16 décembre 2021 mis à jour par: Washington University School of Medicine

Dépression périnatale : Dyadique-IPT pour améliorer la santé de la mère et du bébé

La dépression périnatale est un problème majeur de santé publique, affectant 15 % des femmes pendant la grossesse jusqu'au post-partum, avec des conséquences néfastes pour la mère, le fœtus, le nourrisson et la famille. Malgré l'augmentation des preuves de l'importance de cet intervalle de risque critique, peu de recherches ont étudié les effets du traitement de la dépression pendant la grossesse sur les résultats du nourrisson. Le but de cette étude est de tester la faisabilité, l'acceptabilité et l'efficacité d'une nouvelle intervention, la psychothérapie interpersonnelle pour la dyade mère-enfant (IPT-Dyade). Cette intervention débute pendant la grossesse et se poursuit auprès de la mère et du nourrisson jusqu'à un an après l'accouchement. Les enquêteurs émettent l'hypothèse que l'IPT-Dyad sera meilleur que le traitement habituel pour réduire les symptômes dépressifs, améliorer le fonctionnement psychosocial, augmenter l'auto-efficacité parentale, améliorer le développement émotionnel du nourrisson et améliorer la qualité de la relation mère-nourrisson.

Aperçu de l'étude

Statut

Complété

Les conditions

Intervention / Traitement

Type d'étude

Interventionnel

Inscription (Réel)

42

Phase

  • N'est pas applicable

Contacts et emplacements

Cette section fournit les coordonnées de ceux qui mènent l'étude et des informations sur le lieu où cette étude est menée.

Lieux d'étude

  • États-Unis
    • Missouri
      • Saint Louis, Missouri, États-Unis, 63110
        • Washington University School of Medicine

Critères de participation

Les chercheurs recherchent des personnes qui correspondent à une certaine description, appelée critères d'éligibilité. Certains exemples de ces critères sont l'état de santé général d'une personne ou des traitements antérieurs.

Critère d'éligibilité

Âges éligibles pour étudier

18 ans et plus (Adulte, Adulte plus âgé)

Accepte les volontaires sains

Non

Sexes éligibles pour l'étude

Femelle

La description

Critère d'intégration:

  • Femmes enceintes
  • 18 ans et plus
  • entre 12 et 30 semaines de gestation
  • Score supérieur ou égal à 13 sur l'échelle de dépression d'Edimbourg
  • Diagnostic par entretien clinique structuré (SCID-IV) de trouble dépressif majeur, de dysthymie ou de trouble dépressif, non spécifié ailleurs
  • Parlant anglais

Critère d'exclusion:

  • Toxicomanie ou dépendance au cours des 3 derniers mois
  • Idées suicidaires ou meurtrières actives
  • Trouble bipolaire, trouble psychotique
  • condition médicale instable ou autre complication médicale / obstétricale
  • Preuve de violence grave entre partenaires intimes
  • Psychothérapie ou pharmacothérapie continue pour la dépression

Plan d'étude

Cette section fournit des détails sur le plan d'étude, y compris la façon dont l'étude est conçue et ce que l'étude mesure.

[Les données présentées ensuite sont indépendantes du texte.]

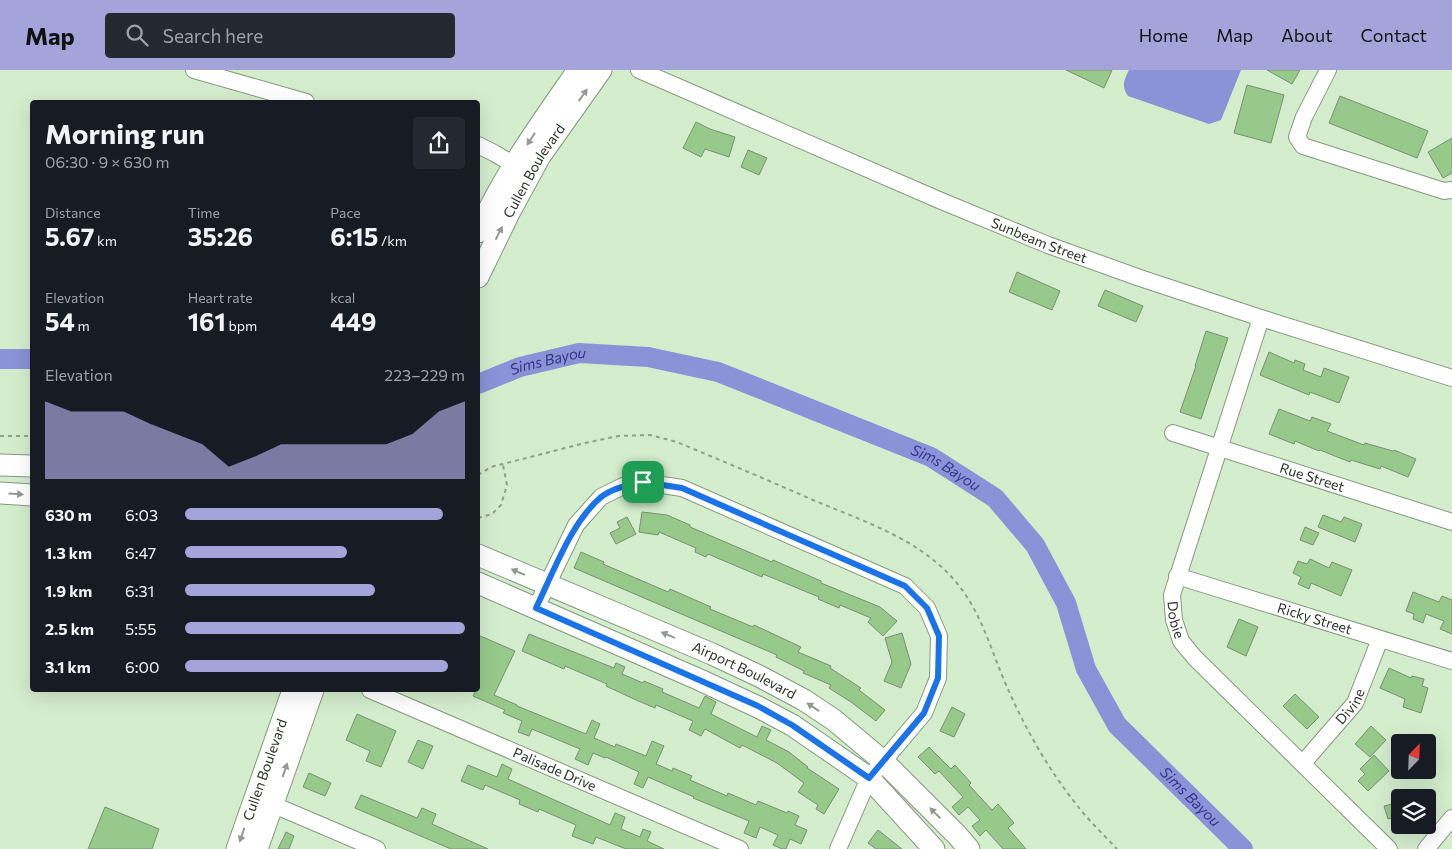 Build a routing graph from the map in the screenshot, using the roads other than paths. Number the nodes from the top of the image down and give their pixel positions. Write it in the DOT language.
graph roads {
  1 [pos="194,70"];
  2 [pos="578,70"];
  3 [pos="601,70"];
  4 [pos="639,70"];
  5 [pos="1328,70"];
  6 [pos="299,100"];
  7 [pos="480,146"];
  8 [pos="514,165"];
  9 [pos="1452,190"];
  10 [pos="480,228"];
  11 [pos="480,273"];
  12 [pos="1261,318"];
  13 [pos="1452,378"];
  14 [pos="1173,433"];
  15 [pos="1218,448"];
  16 [pos="0,465"];
  17 [pos="30,466"];
  18 [pos="0,493"];
  19 [pos="30,495"];
  20 [pos="1452,522"];
  21 [pos="480,557"];
  22 [pos="1178,576"];
  23 [pos="480,584"];
  24 [pos="547,584"];
  25 [pos="536,608"];
  26 [pos="1380,639"];
  27 [pos="712,654"];
  28 [pos="1452,661"];
  29 [pos="700,680"];
  30 [pos="292,692"];
  31 [pos="312,692"];
  32 [pos="375,692"];
  33 [pos="883,761"];
  34 [pos="1303,763"];
  35 [pos="869,778"];
  36 [pos="264,801"];
  37 [pos="1452,818"];
  38 [pos="237,849"];
  39 [pos="257,849"];
  40 [pos="377,849"];
  41 [pos="740,849"];
  42 [pos="838,849"];
  43 [pos="934,849"];
  44 [pos="969,849"];
  45 [pos="1389,849"];
  46 [pos="1426,849"];
  1 -- 6 [label="street"];
  2 -- 8 [label="main road, Cullen Boulevard, one-way"];
  11 -- 3 [label="main road, Cullen Boulevard, one-way"];
  4 -- 12 [label="street, Sunbeam Street"];
  5 -- 9 [label="street"];
  7 -- 8 [label="street"];
  8 -- 10 [label="main road, Cullen Boulevard"];
  12 -- 13 [label="street, Sunbeam Street"];
  12 -- 15 [label="street, Dobie"];
  14 -- 15 [label="street, Rue Street"];
  15 -- 20 [label="street, Rue Street"];
  15 -- 22 [label="street, Dobie"];
  16 -- 17 [label="main road"];
  18 -- 19 [label="main road, one-way"];
  24 -- 21 [label="main road, Airport Boulevard, one-way"];
  22 -- 26 [label="street, Ricky Street"];
  22 -- 34 [label="street, Dobie"];
  23 -- 25 [label="main road, Airport Boulevard"];
  24 -- 25 [label="street"];
  27 -- 24 [label="main road, Airport Boulevard, one-way"];
  24 -- 33 [label="street"];
  25 -- 29 [label="main road, Airport Boulevard"];
  26 -- 28 [label="street, Ricky Street"];
  26 -- 34 [label="street, Divine"];
  27 -- 29 [label="main road"];
  33 -- 27 [label="main road, Airport Boulevard, one-way"];
  29 -- 35 [label="main road, Airport Boulevard"];
  30 -- 36 [label="main road, Cullen Boulevard"];
  36 -- 31 [label="main road, Cullen Boulevard, one-way"];
  32 -- 41 [label="street, Palisade Drive"];
  33 -- 35 [label="street"];
  44 -- 33 [label="main road, Airport Boulevard, one-way"];
  34 -- 45 [label="street, Dobie"];
  35 -- 42 [label="street"];
  35 -- 43 [label="main road, Airport Boulevard"];
  36 -- 38 [label="main road, Cullen Boulevard, one-way"];
  36 -- 39 [label="main road, Cullen Boulevard"];
  36 -- 40 [label="street"];
  37 -- 46 [label="street"];
} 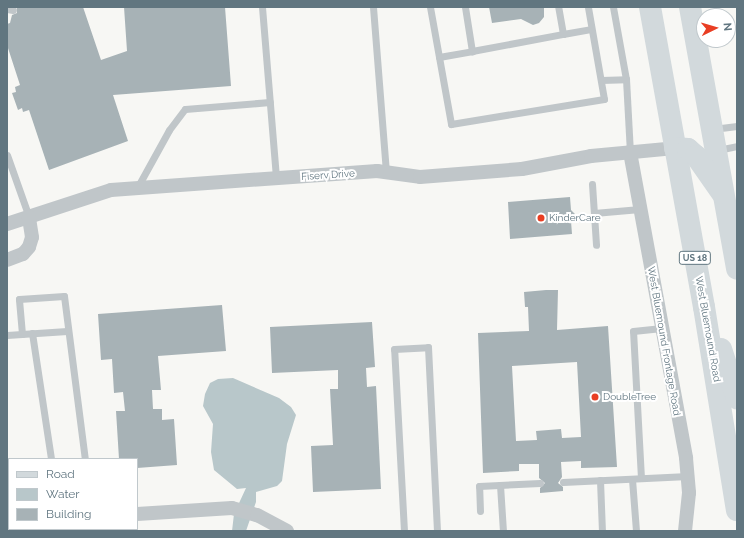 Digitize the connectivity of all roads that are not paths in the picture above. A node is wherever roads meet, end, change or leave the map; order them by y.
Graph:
1 (262, 7) edge
2 (373, 7) edge
3 (430, 7) edge
4 (465, 7) edge
5 (558, 7) edge
6 (588, 7) edge
7 (613, 7) edge
8 (650, 7) edge
9 (690, 7) edge
10 (591, 29) junction
11 (563, 34) junction
12 (472, 51) junction
13 (439, 57) junction
14 (626, 79) junction
15 (601, 80) junction
16 (270, 102) junction
17 (737, 126) edge
18 (712, 129) junction
19 (737, 146) edge
20 (675, 148) junction
21 (716, 150) junction
22 (630, 152) junction
23 (7, 155) edge
24 (386, 172) junction
25 (276, 178) junction
26 (592, 184) dead end
27 (137, 188) junction
28 (724, 195) junction
29 (640, 208) junction
30 (594, 213) junction
31 (29, 217) junction
32 (7, 224) edge
33 (596, 245) dead end
34 (7, 260) edge
35 (737, 269) edge
36 (704, 308) junction
37 (662, 328) junction
38 (67, 331) junction
39 (22, 334) junction
40 (32, 334) junction
41 (7, 335) edge
42 (737, 398) edge
43 (51, 458) edge
44 (85, 458) edge
45 (688, 476) junction
46 (641, 478) junction
47 (632, 479) junction
48 (600, 480) junction
49 (563, 482) dead end
50 (540, 483) dead end
51 (500, 485) junction
52 (737, 510) edge
53 (480, 511) dead end
54 (138, 514) edge
55 (287, 531) edge
56 (404, 531) edge
57 (437, 531) edge
58 (502, 531) edge
59 (602, 531) edge
60 (636, 531) edge
61 (685, 531) edge

1 - 16 lane
2 - 24 lane
3 - 13 lane
4 - 12 lane
5 - 11 lane
6 - 10 lane
7 - 14 lane
8 - 20 main road, West Bluemound Road / US 18
9 - 18 main road
10 - 11 lane
10 - 15 lane
11 - 12 lane
12 - 13 lane
13 - 15 lane
14 - 15 lane
14 - 22 lane
16 - 25 lane
16 - 27 lane
17 - 18 lane
18 - 21 main road
19 - 21 lane
20 - 22 street, Fiserv Drive
20 - 28 main road
20 - 36 main road, West Bluemound Road / US 18
21 - 28 main road
22 - 24 street, Fiserv Drive
22 - 29 street, West Bluemound Frontage Road
23 - 31 lane
24 - 25 street, Fiserv Drive
25 - 27 street, Fiserv Drive
26 - 30 lane
27 - 31 street, Fiserv Drive
28 - 35 main road
29 - 30 lane
29 - 37 street, West Bluemound Frontage Road
30 - 33 lane
31 - 32 street, Fiserv Drive
31 - 34 street
36 - 42 main road
36 - 52 main road, West Bluemound Road / US 18
37 - 45 street, West Bluemound Frontage Road
37 - 46 lane
38 - 39 lane
38 - 40 lane
38 - 44 lane
39 - 40 lane
39 - 41 lane
40 - 43 lane
45 - 46 lane
45 - 61 street, West Bluemound Frontage Road
46 - 47 lane
47 - 48 lane
47 - 60 lane
48 - 49 lane
48 - 59 lane
50 - 51 lane
51 - 53 lane
51 - 58 lane
54 - 55 street
56 - 57 lane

Comment l'étude est-elle conçue ?

Détails de conception

  • Objectif principal: Traitement
  • Répartition: Randomisé
  • Modèle interventionnel: Affectation parallèle
  • Masquage: Aucun (étiquette ouverte)

Armes et Interventions

Groupe de participants / Bras
Intervention / Traitement
Expérimental: Psychothérapie interpersonnelle dyadique
Psychothérapie Interpersonnelle Brève pendant la grossesse suivie d'une psychothérapie dyadique mère-enfant pendant un an après l'accouchement
Comportemental: Psychothérapie interpersonnelle dyadique
Cette intervention consiste en une brève intervention psychothérapeutique, la Psychothérapie Interpersonnelle, pendant la grossesse. La psychothérapie interpersonnelle se concentre sur l'amélioration des relations sociales et de la communication interpersonnelle pour améliorer l'humeur. La phase post-partum utilise également des stratégies adaptées au développement pour améliorer la relation mère-enfant.
Comparateur actif: Traitement amélioré comme d'habitude
Référence personnalisée aux ressources communautaires pour le traitement de la dépression
Autre: Traitement amélioré comme d'habitude
Cette intervention consiste en des aiguillages personnalisés vers des prestataires spécialisés en santé mentale, des conseillers spirituels ou d'autres services sociaux nécessaires. Il comprend certaines techniques de soutien non spécifiques fournies principalement par téléphone.

Que mesure l'étude ?

Principaux critères de jugement

Mesure des résultats
Description de la mesure
Délai
Modification de l'échelle de dépression d'Édimbourg par rapport au départ
Délai: Changement par rapport au départ à la fin de la grossesse (entre 37 et 39 semaines de gestation) ; changement par rapport à la ligne de base à 3 mois après l'accouchement ; changement par rapport à la ligne de base à 6 mois après l'accouchement ; changement par rapport à la ligne de base à 9 mois après l'accouchement ; changement par rapport à la ligne de base à 12 mois après l'accouchement
L'échelle de dépression postnatale d'Édimbourg, une échelle de gravité de la dépression en 10 éléments, les scores vont de 0 à 30, les scores les plus élevés indiquant un résultat pire.
Changement par rapport au départ à la fin de la grossesse (entre 37 et 39 semaines de gestation) ; changement par rapport à la ligne de base à 3 mois après l'accouchement ; changement par rapport à la ligne de base à 6 mois après l'accouchement ; changement par rapport à la ligne de base à 9 mois après l'accouchement ; changement par rapport à la ligne de base à 12 mois après l'accouchement

Collaborateurs et enquêteurs

C'est ici que vous trouverez les personnes et les organisations impliquées dans cette étude.

Parrainer

Washington University School of Medicine

Collaborateurs

National Institute of Mental Health (NIMH)

Les enquêteurs

  • Chercheur principal: Shannon Lenze, Ph.D., Washington Univeristy

Publications et liens utiles

La personne responsable de la saisie des informations sur l'étude fournit volontairement ces publications. Il peut s'agir de tout ce qui concerne l'étude.

Publications générales

Dates d'enregistrement des études

Ces dates suivent la progression des dossiers d'étude et des soumissions de résultats sommaires à ClinicalTrials.gov. Les dossiers d'étude et les résultats rapportés sont examinés par la Bibliothèque nationale de médecine (NLM) pour s'assurer qu'ils répondent à des normes de contrôle de qualité spécifiques avant d'être publiés sur le site Web public.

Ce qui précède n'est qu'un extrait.